TASK TO CARRY OUT
Excluding any images, copy all of the lines below precisely as written.

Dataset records
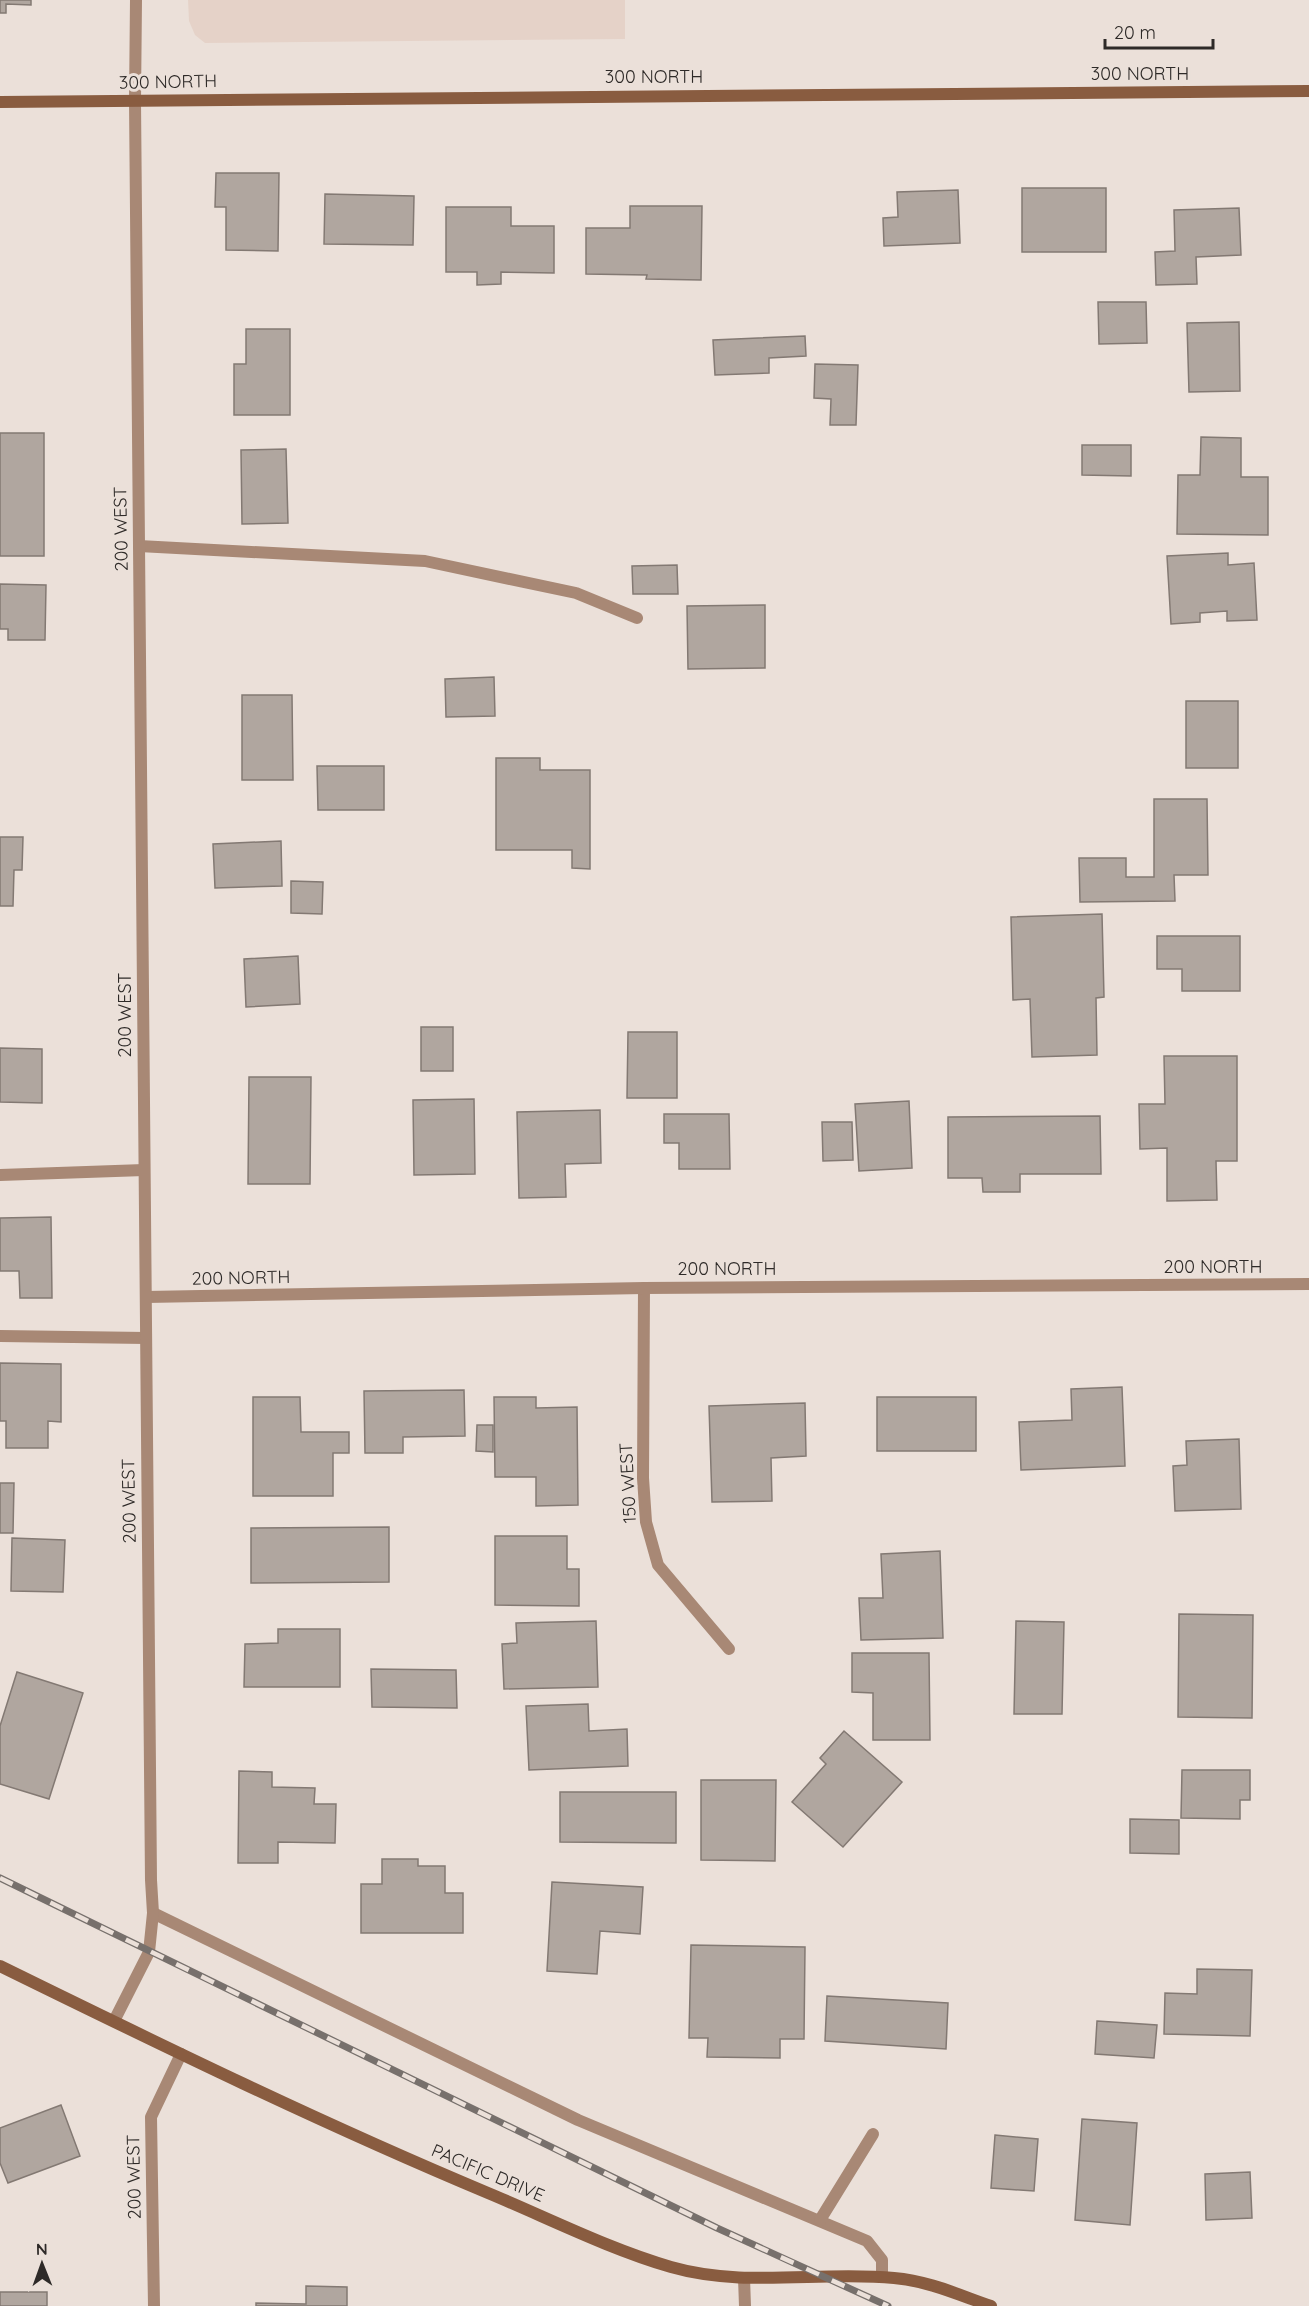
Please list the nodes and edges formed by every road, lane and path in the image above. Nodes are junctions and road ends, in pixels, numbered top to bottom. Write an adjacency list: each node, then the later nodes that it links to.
1 (136, 0): 3 (street, 200 WEST)
2 (1309, 91): 3 (street, 300 NORTH)
3 (135, 101): 4 (street, 300 NORTH); 5 (street, 200 WEST)
4 (0, 102)
5 (139, 546): 6 (street); 7 (street, 200 WEST)
6 (637, 618)
7 (144, 1170): 8 (street); 11 (street, 200 WEST)
8 (0, 1175)
9 (1309, 1284): 10 (street, 200 NORTH)
10 (644, 1288): 11 (street, 200 NORTH); 14 (street, 150 WEST)
11 (146, 1297): 13 (street, 200 WEST)
12 (0, 1336): 13 (street)
13 (146, 1338): 15 (street, 200 WEST)
14 (729, 1649)
15 (153, 1913): 17 (street, 200 WEST); 20 (street)
16 (0, 1966): 17 (street, PACIFIC DRIVE)
17 (114, 2021): 18 (street, PACIFIC DRIVE)
18 (181, 2054): 22 (street, PACIFIC DRIVE); 23 (street, 200 WEST)
19 (873, 2134): 20 (street)
20 (820, 2220): 21 (street)
21 (882, 2277): 22 (street, PACIFIC DRIVE); 25 (street, PACIFIC DRIVE)
22 (744, 2278): 24 (street)
23 (154, 2306)
24 (745, 2306)
25 (991, 2306)

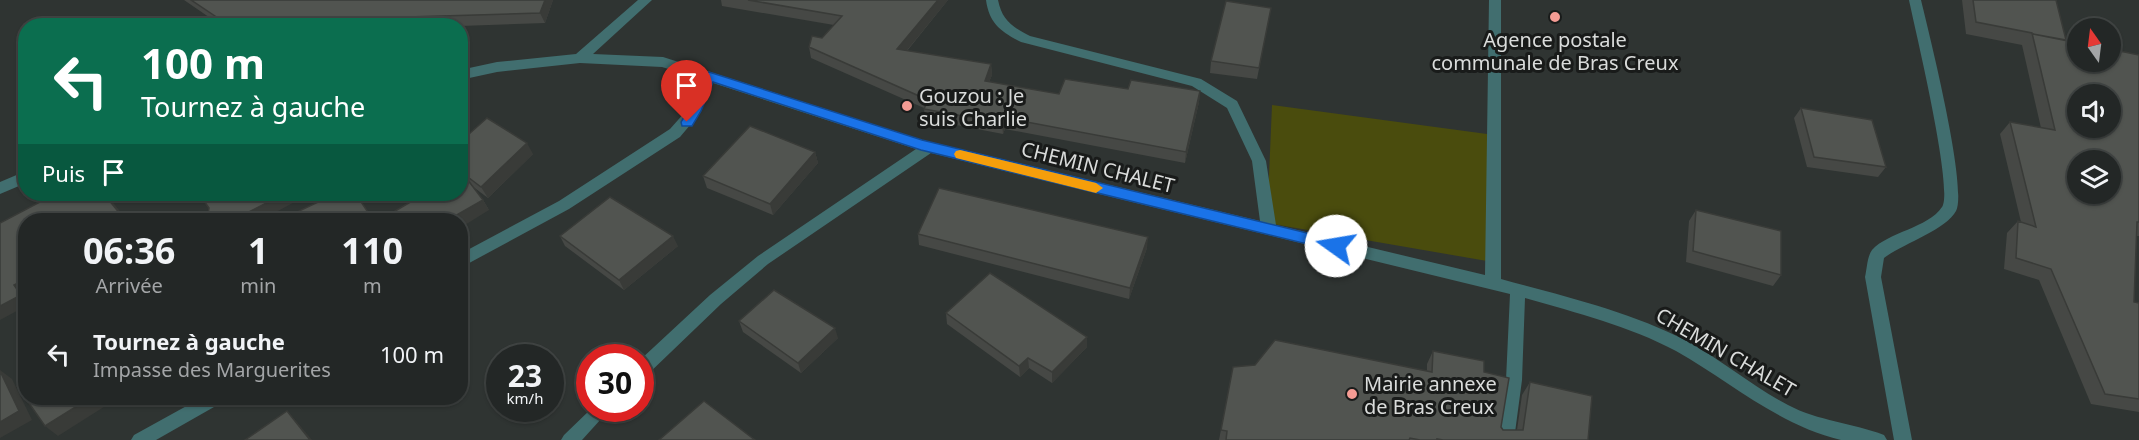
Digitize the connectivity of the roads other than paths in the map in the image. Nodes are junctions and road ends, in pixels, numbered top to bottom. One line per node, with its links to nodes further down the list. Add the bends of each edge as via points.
1 (646, 0): 5 (street)
2 (992, 0): 11 (street, via 994,17 1007,30 1026,39 1196,82 1232,105 1259,161)
3 (1495, 0): 13 (street)
4 (1915, 0): 22 (street, via 1946,146 1952,196 1950,209 1939,219 1886,248 1877,255 1874,266)
5 (580, 58): 6 (street, CHEMIN CHALET); 7 (street, CHEMIN CHALET, via 663,62)
6 (468, 73)
7 (709, 76): 8 (street, CHEMIN CHALET); 12 (street, via 695,111 675,133 564,205)
8 (929, 147): 11 (street, CHEMIN CHALET); 15 (street, via 761,262)
9 (18, 180): 10 (street)
10 (0, 188)
11 (1269, 230): 13 (street, CHEMIN CHALET)
12 (468, 257)
13 (1493, 283): 14 (street, CHEMIN CHALET)
14 (1518, 290): 20 (street, via 1514,380); 21 (street, CHEMIN CHALET, via 1648,330 1683,347 1783,411 1841,432)
15 (654, 358)
16 (202, 405): 18 (street)
17 (589, 422): 19 (street)
18 (140, 440)
19 (570, 440)
20 (1505, 440)
21 (1878, 440)
22 (1903, 440)

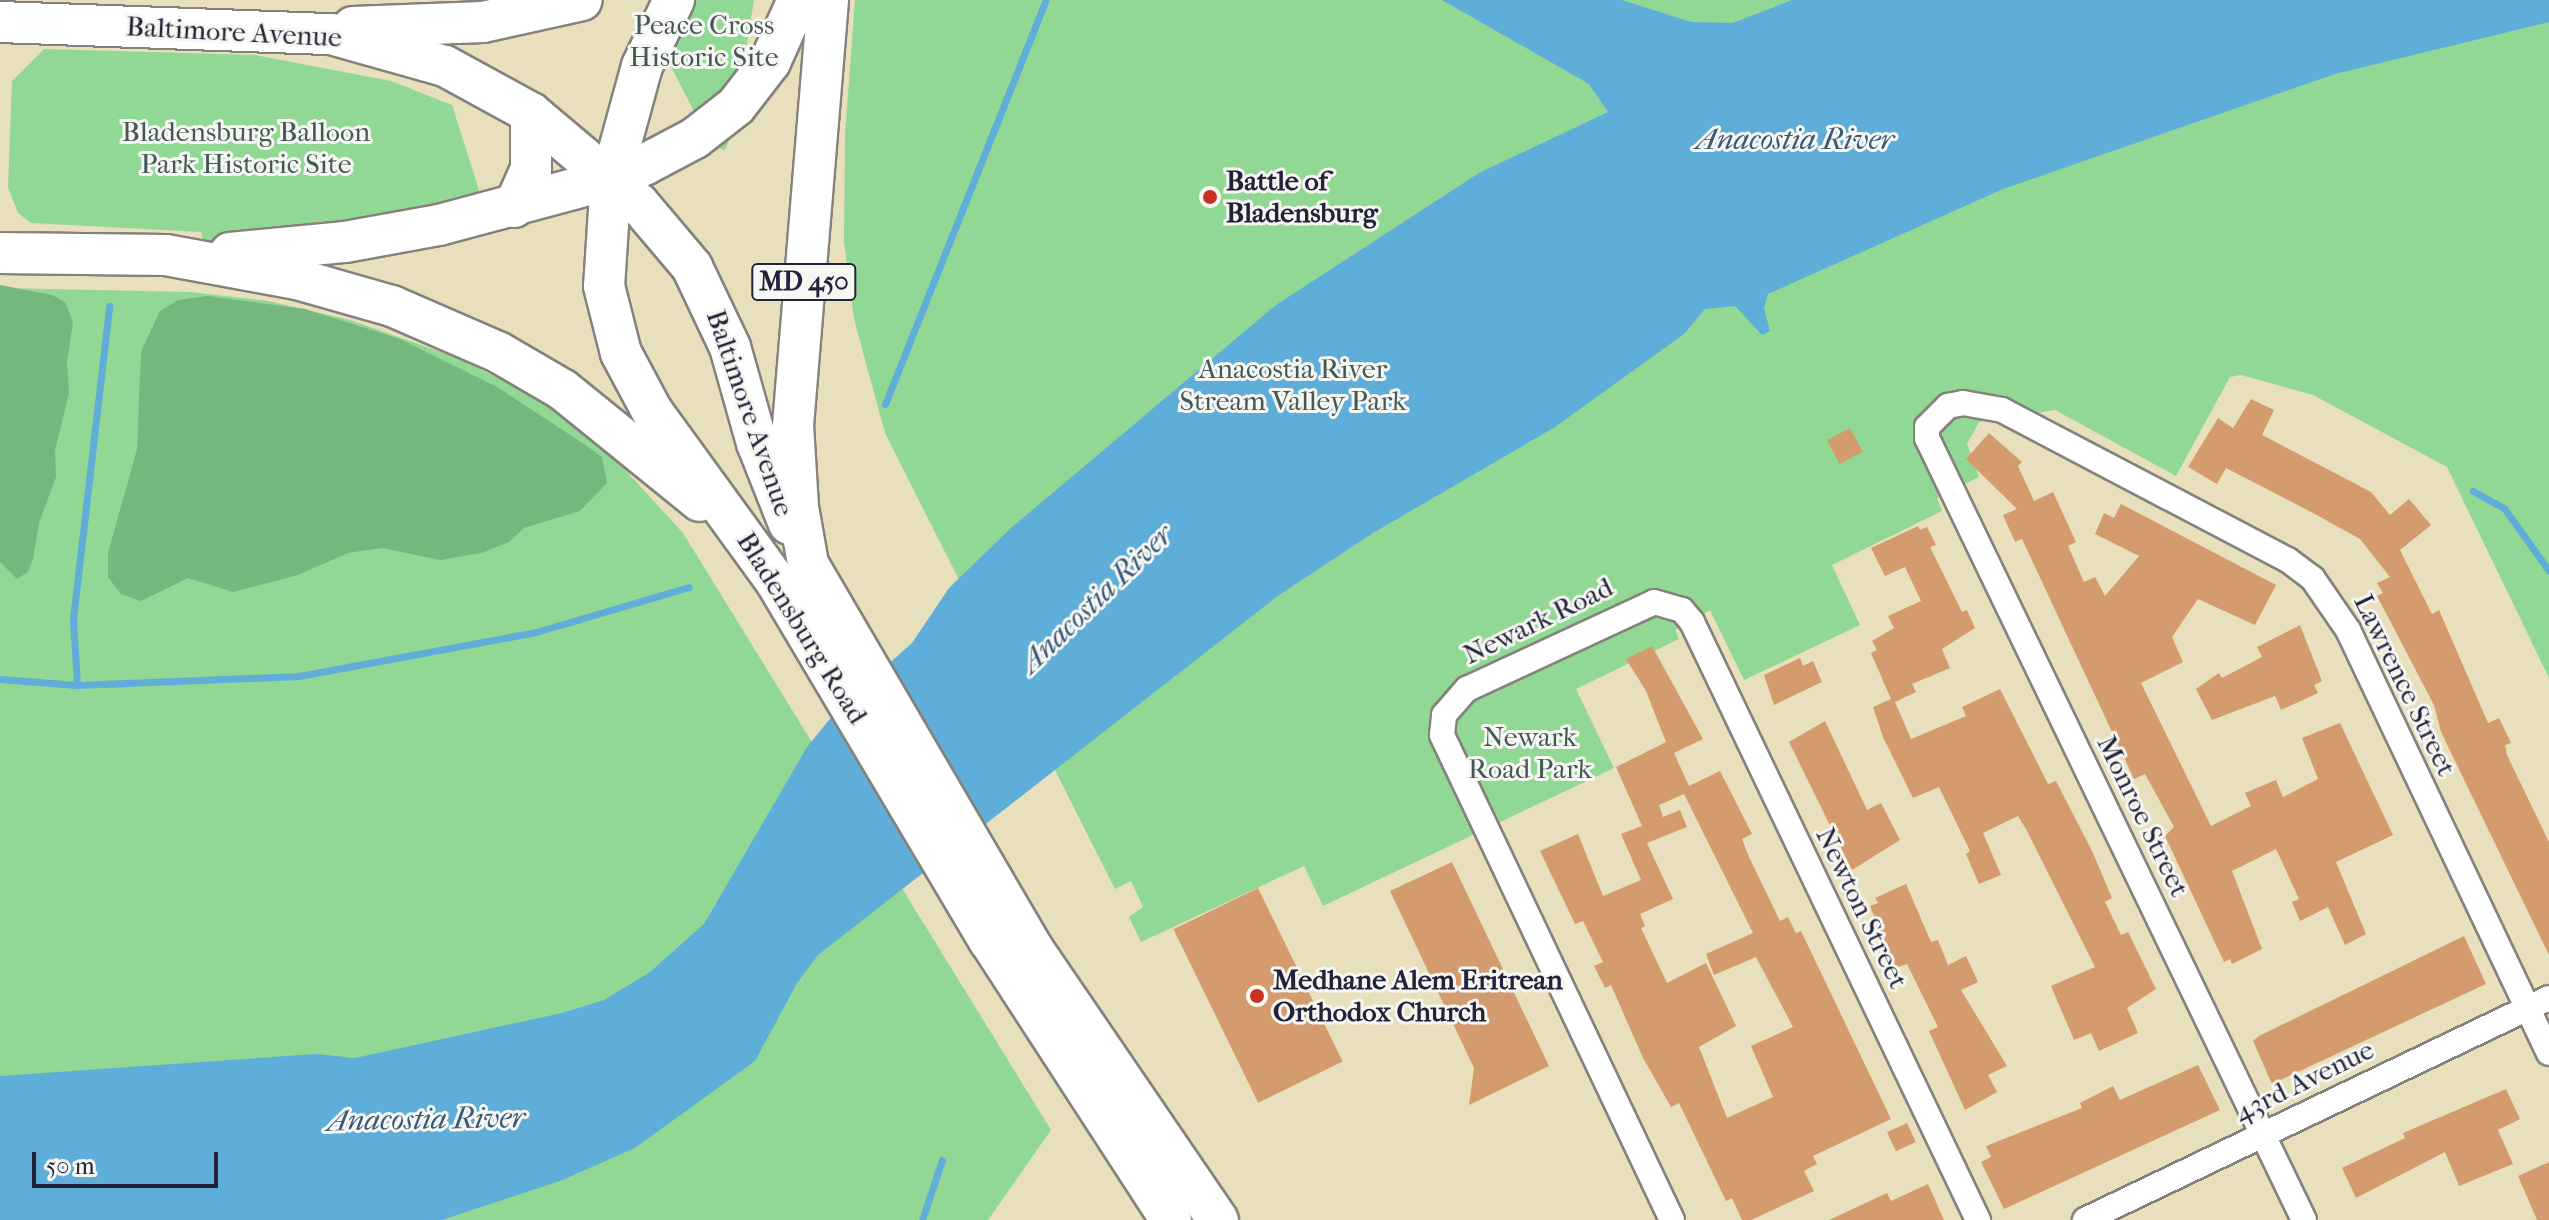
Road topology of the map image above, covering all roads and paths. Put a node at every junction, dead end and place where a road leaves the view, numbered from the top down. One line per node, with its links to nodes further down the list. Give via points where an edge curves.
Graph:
1 (1, 0): 6 (street)
2 (582, 0): 7 (main road, via 483,22)
3 (674, 0): 9 (main road, Bladensburg Road, via 642,66)
4 (798, 0): 9 (main road, via 770,62 736,106 695,138)
5 (828, 0): 15 (main road, Bladensburg Road / MD 450, via 793,425)
6 (0, 23): 7 (main road, Baltimore Avenue)
7 (303, 31): 8 (main road, Baltimore Avenue, via 415,55 472,78)
8 (531, 113): 9 (main road, Baltimore Avenue); 10 (main road, via 531,169)
9 (611, 179): 10 (main road); 14 (main road, Bladensburg Road, via 603,266 613,332 652,411); 15 (main road, Baltimore Avenue, via 660,225 706,289 730,347 768,477)
10 (514, 207): 12 (main road, via 345,242)
11 (0, 253): 12 (main road, Baltimore Avenue)
12 (166, 255): 14 (main road, Baltimore Avenue, via 359,295 498,352 592,410)
13 (1927, 438): 19 (street, Lawrence Street, via 1927,427 1948,406 1963,403 2002,410 2288,560 2313,579 2348,630); 21 (street, Monroe Street)
14 (749, 542): 16 (main road, Bladensburg Road)
15 (808, 564): 16 (main road, Bladensburg Road)
16 (819, 618): 18 (main road, Bladensburg Road)
17 (1692, 622): 24 (street, Newark Road, via 1669,604 1641,604 1467,689 1444,715 1442,735); 25 (street, Newton Street)
18 (976, 884): 22 (main road, Bladensburg Road); 23 (main road, Bladensburg Road)
19 (2538, 1002): 20 (street, Lawrence Street); 21 (street, 43rd Avenue)
20 (2549, 1053)
21 (2263, 1133): 26 (street, 43rd Avenue); 27 (street, Monroe Street)
22 (1171, 1220)
23 (1218, 1220)
24 (1672, 1220)
25 (1978, 1220)
26 (2085, 1220)
27 (2304, 1220)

RESULT
Please list the nodes and edges formed by every road, lane and path in the image above. Nodes are junctions and road ends, in pixels, numbered top to bottom. Write an adjacency list: each node, then the later nodes that it links to.
1 (136, 0): 3 (street, 200 WEST)
2 (1309, 91): 3 (street, 300 NORTH)
3 (135, 101): 4 (street, 300 NORTH); 5 (street, 200 WEST)
4 (0, 102)
5 (139, 546): 6 (street); 7 (street, 200 WEST)
6 (637, 618)
7 (144, 1170): 8 (street); 11 (street, 200 WEST)
8 (0, 1175)
9 (1309, 1284): 10 (street, 200 NORTH)
10 (644, 1288): 11 (street, 200 NORTH); 14 (street, 150 WEST)
11 (146, 1297): 13 (street, 200 WEST)
12 (0, 1336): 13 (street)
13 (146, 1338): 15 (street, 200 WEST)
14 (729, 1649)
15 (153, 1913): 17 (street, 200 WEST); 20 (street)
16 (0, 1966): 17 (street, PACIFIC DRIVE)
17 (114, 2021): 18 (street, PACIFIC DRIVE)
18 (181, 2054): 22 (street, PACIFIC DRIVE); 23 (street, 200 WEST)
19 (873, 2134): 20 (street)
20 (820, 2220): 21 (street)
21 (882, 2277): 22 (street, PACIFIC DRIVE); 25 (street, PACIFIC DRIVE)
22 (744, 2278): 24 (street)
23 (154, 2306)
24 (745, 2306)
25 (991, 2306)

Digitize the connectivity of the roads other than paths in the map in the image. Nodes are junctions and road ends, in pixels, numbered top to bottom. One line per node, with its links to nodes further down the list. Add the bends of each edge as via points.
1 (646, 0): 5 (street)
2 (992, 0): 11 (street, via 994,17 1007,30 1026,39 1196,82 1232,105 1259,161)
3 (1495, 0): 13 (street)
4 (1915, 0): 22 (street, via 1946,146 1952,196 1950,209 1939,219 1886,248 1877,255 1874,266)
5 (580, 58): 6 (street, CHEMIN CHALET); 7 (street, CHEMIN CHALET, via 663,62)
6 (468, 73)
7 (709, 76): 8 (street, CHEMIN CHALET); 12 (street, via 695,111 675,133 564,205)
8 (929, 147): 11 (street, CHEMIN CHALET); 15 (street, via 761,262)
9 (18, 180): 10 (street)
10 (0, 188)
11 (1269, 230): 13 (street, CHEMIN CHALET)
12 (468, 257)
13 (1493, 283): 14 (street, CHEMIN CHALET)
14 (1518, 290): 20 (street, via 1514,380); 21 (street, CHEMIN CHALET, via 1648,330 1683,347 1783,411 1841,432)
15 (654, 358)
16 (202, 405): 18 (street)
17 (589, 422): 19 (street)
18 (140, 440)
19 (570, 440)
20 (1505, 440)
21 (1878, 440)
22 (1903, 440)

Road topology of the map image above, covering all roads and paths. Put a node at every junction, dead end and place where a road leaves the view, numbered from the top down. One line per node, with its links to nodes further down the list. Give via points where an edge curves.
Graph:
1 (1, 0): 6 (street)
2 (582, 0): 7 (main road, via 483,22)
3 (674, 0): 9 (main road, Bladensburg Road, via 642,66)
4 (798, 0): 9 (main road, via 770,62 736,106 695,138)
5 (828, 0): 15 (main road, Bladensburg Road / MD 450, via 793,425)
6 (0, 23): 7 (main road, Baltimore Avenue)
7 (303, 31): 8 (main road, Baltimore Avenue, via 415,55 472,78)
8 (531, 113): 9 (main road, Baltimore Avenue); 10 (main road, via 531,169)
9 (611, 179): 10 (main road); 14 (main road, Bladensburg Road, via 603,266 613,332 652,411); 15 (main road, Baltimore Avenue, via 660,225 706,289 730,347 768,477)
10 (514, 207): 12 (main road, via 345,242)
11 (0, 253): 12 (main road, Baltimore Avenue)
12 (166, 255): 14 (main road, Baltimore Avenue, via 359,295 498,352 592,410)
13 (1927, 438): 19 (street, Lawrence Street, via 1927,427 1948,406 1963,403 2002,410 2288,560 2313,579 2348,630); 21 (street, Monroe Street)
14 (749, 542): 16 (main road, Bladensburg Road)
15 (808, 564): 16 (main road, Bladensburg Road)
16 (819, 618): 18 (main road, Bladensburg Road)
17 (1692, 622): 24 (street, Newark Road, via 1669,604 1641,604 1467,689 1444,715 1442,735); 25 (street, Newton Street)
18 (976, 884): 22 (main road, Bladensburg Road); 23 (main road, Bladensburg Road)
19 (2538, 1002): 20 (street, Lawrence Street); 21 (street, 43rd Avenue)
20 (2549, 1053)
21 (2263, 1133): 26 (street, 43rd Avenue); 27 (street, Monroe Street)
22 (1171, 1220)
23 (1218, 1220)
24 (1672, 1220)
25 (1978, 1220)
26 (2085, 1220)
27 (2304, 1220)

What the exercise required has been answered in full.